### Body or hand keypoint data
________________

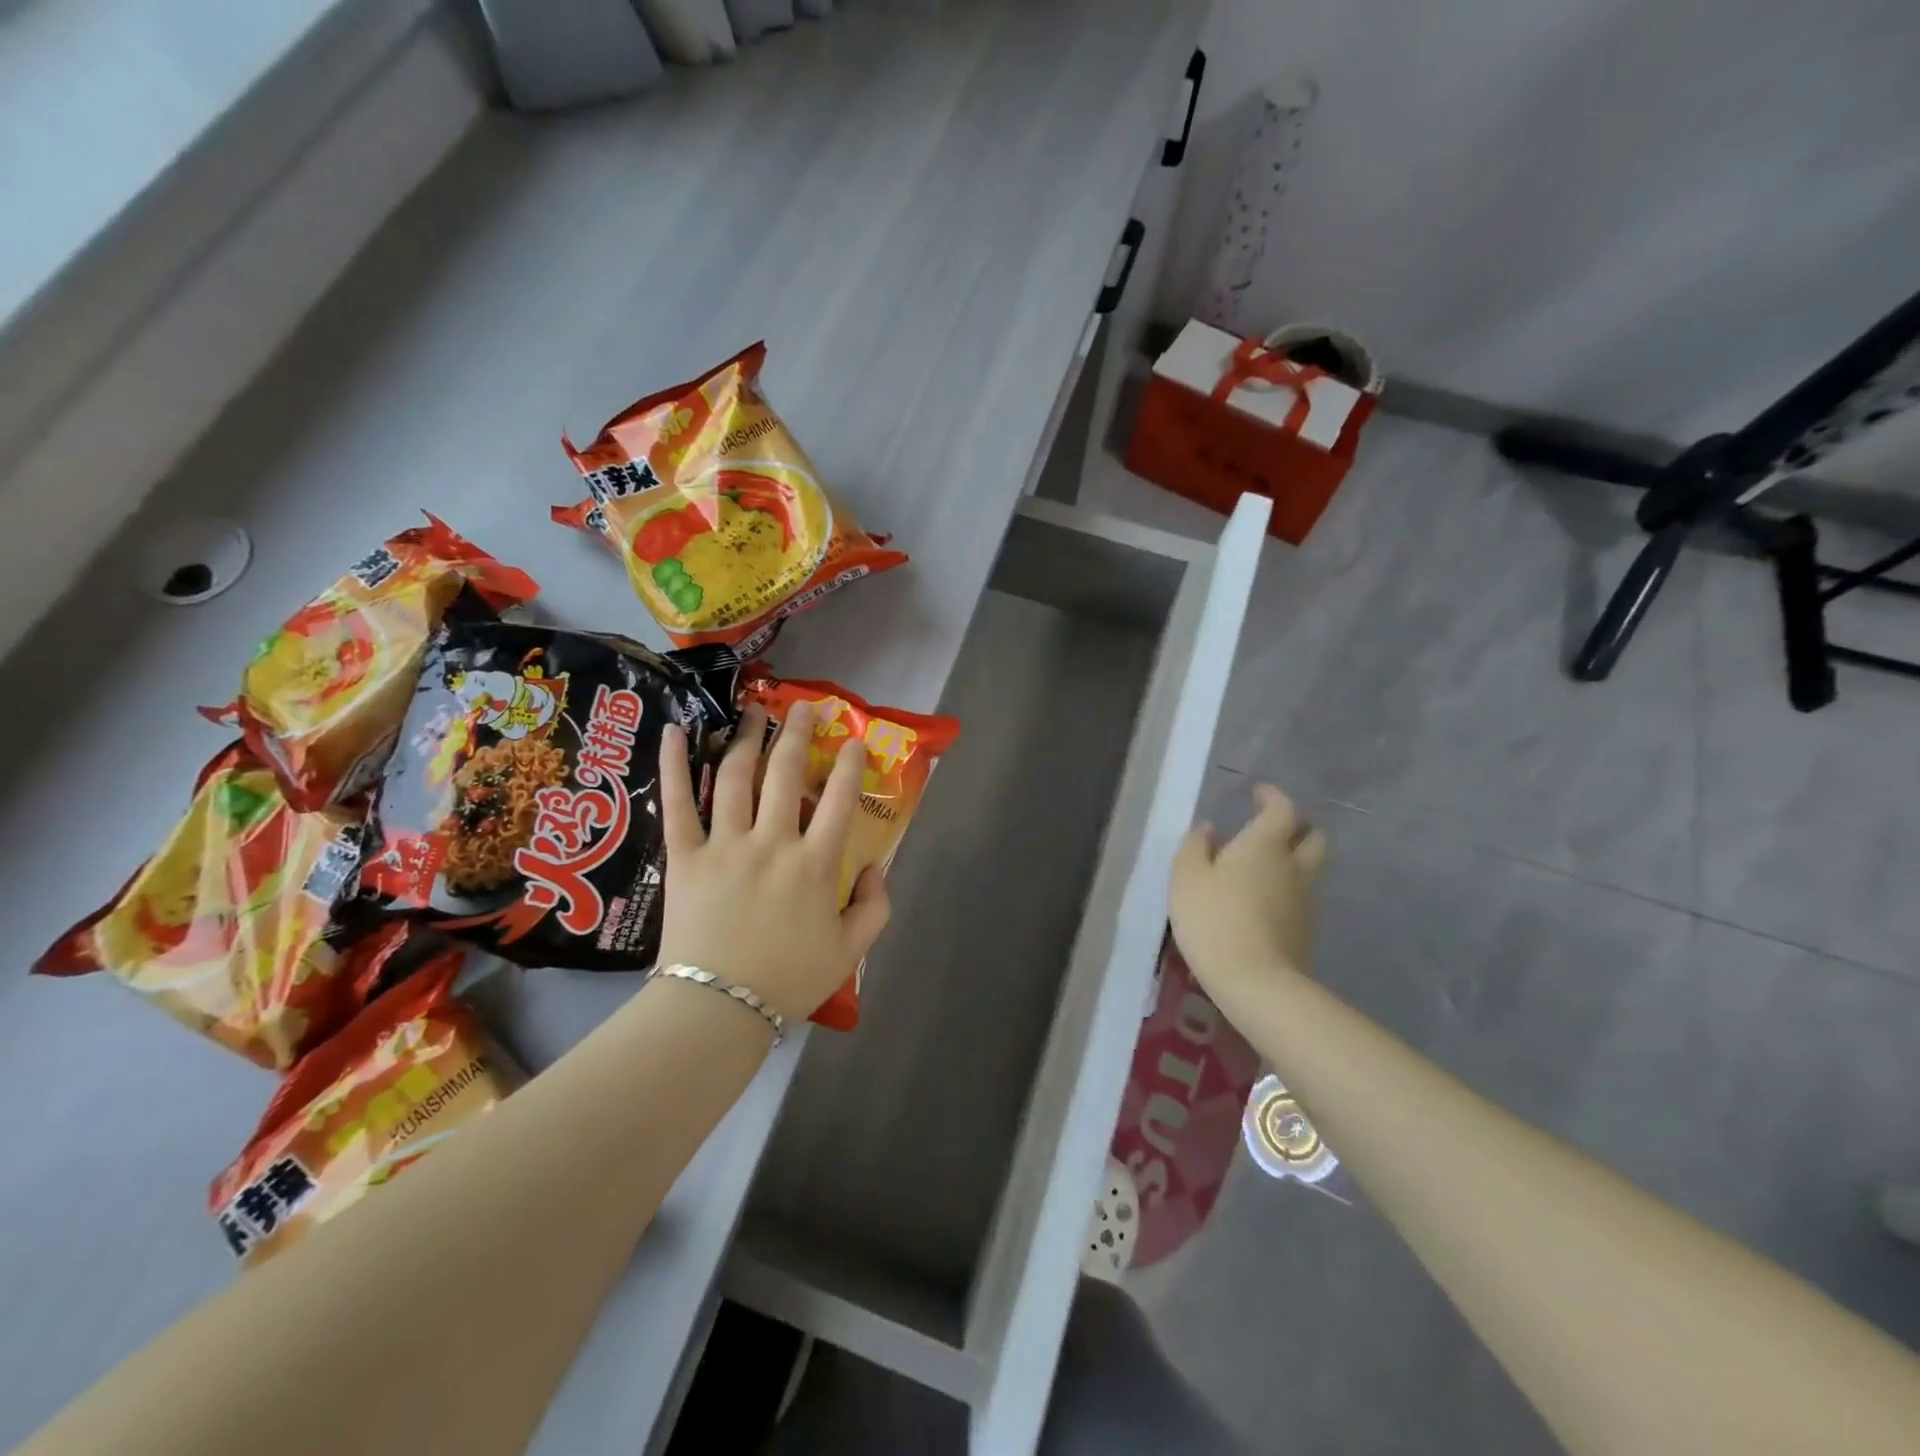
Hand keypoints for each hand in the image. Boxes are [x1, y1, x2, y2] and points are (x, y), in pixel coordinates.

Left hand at [657, 702, 890, 1022]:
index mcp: (815, 864)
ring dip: (747, 737)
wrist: (718, 1008)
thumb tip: (875, 868)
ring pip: (737, 776)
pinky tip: (676, 731)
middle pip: (786, 773)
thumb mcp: (850, 951)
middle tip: (803, 708)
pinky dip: (675, 765)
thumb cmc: (787, 980)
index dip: (851, 766)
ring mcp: (726, 844)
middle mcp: (773, 842)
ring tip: (754, 710)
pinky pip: (678, 804)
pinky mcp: (686, 856)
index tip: (855, 741)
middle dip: (798, 734)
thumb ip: (875, 907)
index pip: (840, 800)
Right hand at [1169, 784, 1326, 1015]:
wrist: (1256, 982)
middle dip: (1298, 825)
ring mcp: (1305, 900)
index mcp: (1264, 845)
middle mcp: (1293, 866)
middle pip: (1313, 836)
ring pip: (1311, 867)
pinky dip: (1289, 887)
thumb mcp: (1186, 878)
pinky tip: (1264, 898)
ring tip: (1264, 864)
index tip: (1259, 793)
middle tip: (1273, 826)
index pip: (1283, 809)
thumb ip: (1195, 847)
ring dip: (1294, 858)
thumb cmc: (1214, 920)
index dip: (1273, 797)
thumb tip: (1208, 829)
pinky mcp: (1306, 929)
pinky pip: (1302, 895)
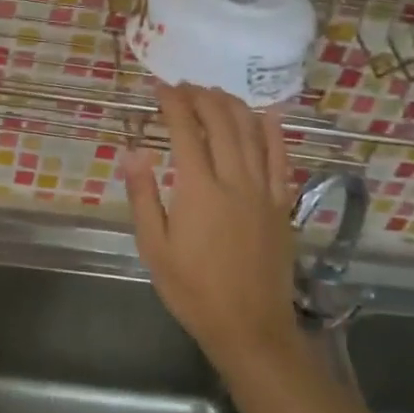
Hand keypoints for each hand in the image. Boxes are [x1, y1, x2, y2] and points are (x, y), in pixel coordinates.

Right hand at [122, 85, 297, 367]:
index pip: (185, 131)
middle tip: (185, 86)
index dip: (172, 104)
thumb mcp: (154, 247)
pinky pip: (281, 158)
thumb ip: (144, 196)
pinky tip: (266, 115)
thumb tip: (132, 152)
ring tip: (215, 92)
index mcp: (198, 190)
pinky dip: (273, 131)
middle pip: (221, 123)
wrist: (248, 326)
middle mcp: (234, 180)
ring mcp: (263, 190)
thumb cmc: (192, 289)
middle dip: (202, 97)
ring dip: (233, 106)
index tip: (160, 88)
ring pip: (252, 133)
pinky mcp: (281, 204)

________________

### Work instruction
Quote every record above exactly, omitting any pictures they contain.

### Worked solution
Hand keypoints for each hand in the image. Boxes are [x1, y1, x2, y2] and points are (x, y), in pixel coordinates.

Left hand at [657, 702, 890, 1022]:
index mcp: (815, 864)
ring dip: (747, 737)
wrist: (718, 1008)
thumb tip: (875, 868)
ring pip: (737, 776)
pinky tip: (676, 731)
middle pip: (786, 773)
thumb mcp: (850, 951)
middle tip: (803, 708)
pinky dip: (675, 765)
thumb cmc: (787, 980)
index dip: (851, 766)
ring mcp: (726, 844)
middle mcp: (773, 842)
ring tip: (754, 710)
pinky pip: (678, 804)
pinky mcp: (686, 856)
index tip: (855, 741)
middle dip: (798, 734)
thumb ip: (875, 907)
index pip: (840, 800)
Right hand at [1169, 784, 1326, 1015]:
wrist: (1256, 982)
middle dip: (1298, 825)
ring mcp: (1305, 900)
index mcp: (1264, 845)
middle mcp: (1293, 866)
middle pip: (1313, 836)
ring pip: (1311, 867)
pinky dip: (1289, 887)
thumb mcp: (1186, 878)
pinky tip: (1264, 898)
ring tip: (1264, 864)
index tip: (1259, 793)
middle tip: (1273, 826)
index pip: (1283, 809)
thumb ip: (1195, 847)
ring dip: (1294, 858)
thumb cmc: (1214, 920)
index dip: (1273, 797)
thumb tip: (1208, 829)
pinky mcp: (1306, 929)
pinky pip: (1302, 895)
Hand keypoints for each hand in the image. Boxes are [x1, y1, x2, y2] and points are (x, y), in pixel coordinates.

Right hand at [122, 85, 297, 367]:
index pip: (185, 131)
middle tip: (185, 86)
index dip: (172, 104)
thumb mcp: (154, 247)
pinky pip: (281, 158)
thumb ip: (144, 196)
pinky tip: (266, 115)
thumb tip: (132, 152)
ring tip: (215, 92)
index mcp: (198, 190)
pinky dip: (273, 131)
middle pip: (221, 123)
wrist: (248, 326)
middle mcp: (234, 180)
ring mcp: (263, 190)
thumb cmc: (192, 289)
middle dip: (202, 97)
ring dip: (233, 106)
index tip: (160, 88)
ring pip: (252, 133)
pinky mcp: (281, 204)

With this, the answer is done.